She had spread out a newspaper to save the carpet, and was kneeling on the floor, one morning, in front of the window, cleaning and filling the little oil-stove, and Arthur was lying contentedly watching her – "superintending her domestic duties," he used to call it, that being all that he was equal to in his extreme weakness just then.

"You're a notable housekeeper," he said. "I shouldn't have expected you from your appearance to be able to cook and clean as you do."

"I used to do this kind of thing as a child to help a lazy servant we had, bless her," Beth answered. "The cooking and cleaning she taught me have stood me in good stead."

"If you had a daughter, how would you bring her up?" he asked.

Beth opened the piece of paper with which she was cleaning the oil off the stove, and regarded it thoughtfully. "I would bring her up in happy seclusion, to begin with," she said. "She should have all the joys of childhood; and then an education calculated to develop all her intellectual powers without forcing them, and at the same time to fit her for a thoroughly normal woman's life: childhood, girlhood, wifehood, motherhood, each with its separate duties and pleasures all complete.
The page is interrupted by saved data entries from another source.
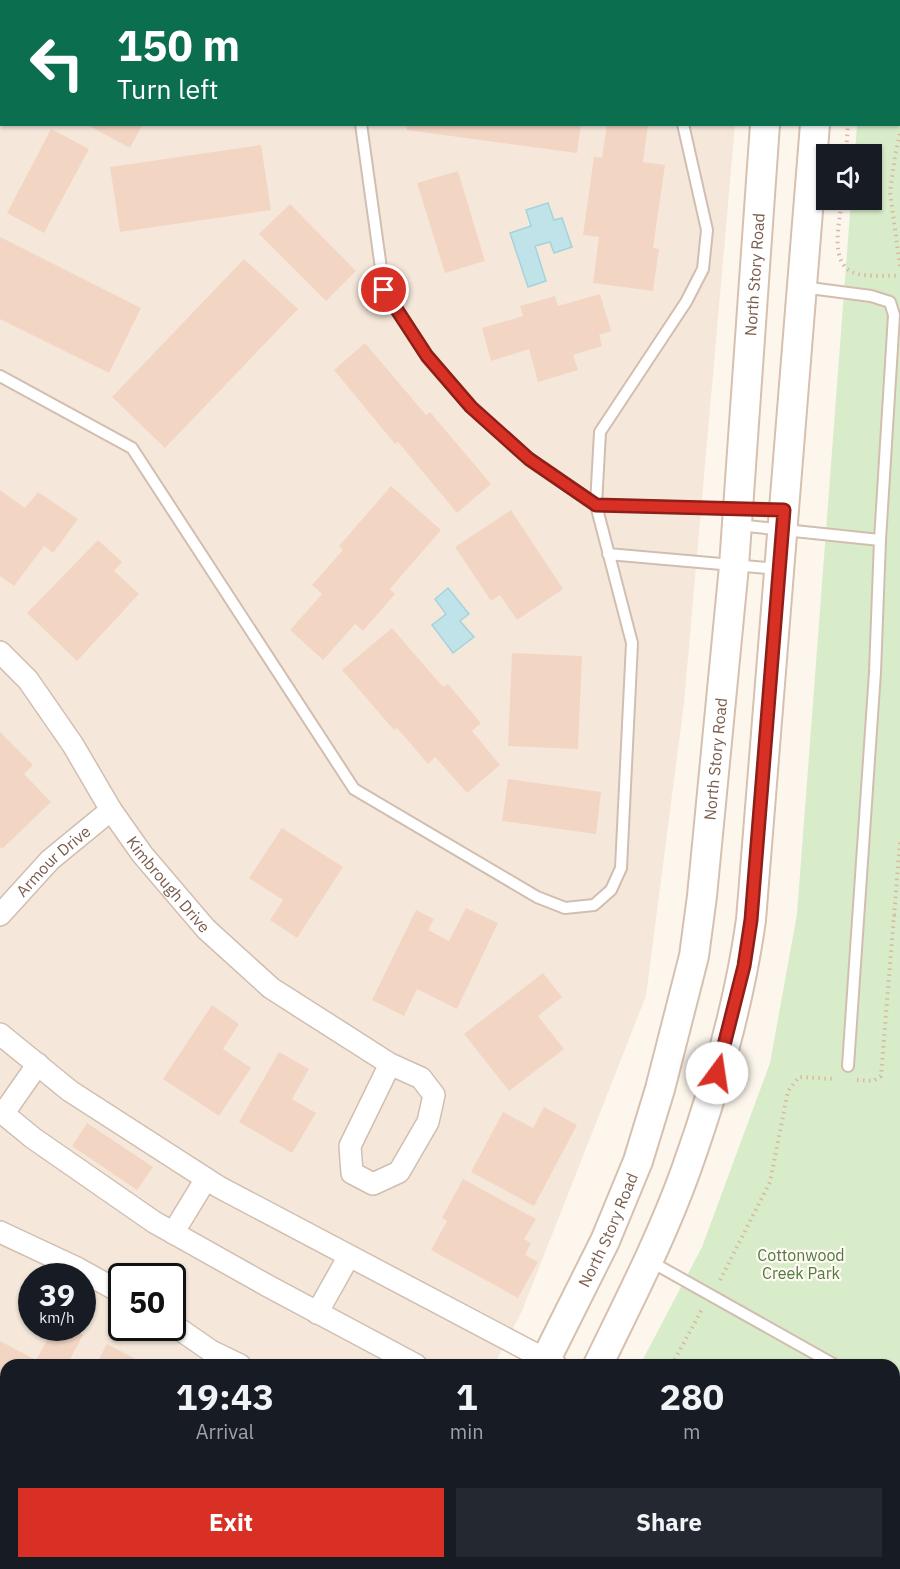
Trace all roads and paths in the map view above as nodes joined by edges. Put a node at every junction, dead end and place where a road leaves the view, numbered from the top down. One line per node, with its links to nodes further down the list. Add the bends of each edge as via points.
1 (362, 126): 13 (lane, via 384,290 427,356 471,407 529,459)
2 (683, 126): 13 (lane, via 708,230 704,269 600,432)
3 (765, 126): 14 (main road, North Story Road)
4 (814, 126): 11 (main road)
5 (848, 126): 7 (path)
6 (900, 134): 9 (path, via 890,192)
7 (847, 144)
8 (841, 210): 10 (path, via 837,254 843,266 856,274)
9 (900, 266)
10 (900, 276)
11 (801, 287): 15 (main road); 16 (lane, via 890,302 894,315)
12 (0, 376): 17 (lane, via 132,448 354,789 537,897 565,908 594,905 611,890 621,868 633,643)
13 (596, 505): 14 (lane); 17 (lane)
14 (737, 518): 15 (lane); 15 (lane); 18 (main road, North Story Road)
15 (783, 520): 16 (lane); 19 (main road)
16 (880, 540): 30 (lane, via 875,672)
17 (608, 554): 18 (lane)
18 (734, 566): 19 (lane); 37 (main road, North Story Road, via 694,956 638,1161)
19 (779, 569): 39 (main road, via 744,966 696,1138)
20 (0, 652): 21 (street, Kimbrough Drive, via 28,680)
21 (111, 810): 24 (street, Armour Drive, via 50,860); 28 (street, Kimbrough Drive, via 142,854 206,929 271,988)
22 (900, 842): 23 (path)
23 (898, 888): 25 (path)
24 (0, 915)
25 (894, 915): 26 (path); 32 (path, via 881,1076 873,1081)
26 (900, 916)
27 (0, 1034): 29 (street)
28 (390, 1064): 28 (street, Kimbrough Drive, via 350,1146 352,1173 373,1184 399,1172 428,1122 434,1095 421,1078)
29 (38, 1065): 33 (street); 34 (street, via 70,1091)
30 (848, 1066)
31 (841, 1079): 41 (path, via 799,1077 788,1091 770,1182)
32 (852, 1080)
33 (2, 1112): 36 (street, via 33,1138)
34 (206, 1179): 36 (street); 38 (street)
35 (0, 1232): 40 (street)
36 (173, 1233): 42 (street)
37 (605, 1241): 39 (main road); 47 (main road, North Story Road)
38 (350, 1256): 42 (street); 46 (street)
39 (648, 1259): 41 (lane); 48 (main road)
40 (108, 1285)
41 (711, 1295): 49 (path); 50 (lane)
42 (317, 1313): 45 (street)
43 (186, 1337): 44 (street)
44 (208, 1358)
45 (405, 1359)
46 (541, 1359)
47 (550, 1359)
48 (601, 1359)
49 (675, 1359)
50 (824, 1359)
I would have her happy in each, steadfast, prudent, self-possessed, methodical, economical; and if she had the capacity for any special achievement, I think that such an education would have developed the strength of purpose and self-respect necessary to carry it through. I would also have her to know thoroughly the world that she has to live in, so that she might be ready to act with discretion in any emergency. I should, in fact, want to fit her for whatever might befall her, and then leave her in confidence to shape her own career. The life for a woman to long for – and a man too, I think – is a life of simple duties and simple pleasures, a normal life; but I only call that life normal which is suited to the requirements of the woman's individual temperament."

"You don't clamour for more liberty, then?"

"It depends upon what you mean by that. The cry for more liberty is sometimes the cry of the cowardly anxious to be excused from their share of the duties and labours of life; and it is also apt to be a cry not for liberty but for licence. One must discriminate."

"But how?"

"By the character and principles of the people you have to deal with – obviously."

She had lighted her little oil-stove by this time, and set a saucepan of water on it to boil. Then she fetched a chopping board and a piece of raw beef-steak, which she proceeded to cut up into dice and put into a stone jar until it was crammed full. Her sensitive mouth showed some shrinking from the rawness, and her white fingers were soon dyed red; but she prepared the meat none the less carefully for that. When the jar was filled and the contents seasoned, she put it in the pot on the stove for the heat to extract the juice.

"What is it going to be to-day?" he asked.

"Beef-jelly," she said. "You must be tired of beef-tea."

"I'm tired of nothing you do for me," he rejoined. "This is the homiest time I've had in England."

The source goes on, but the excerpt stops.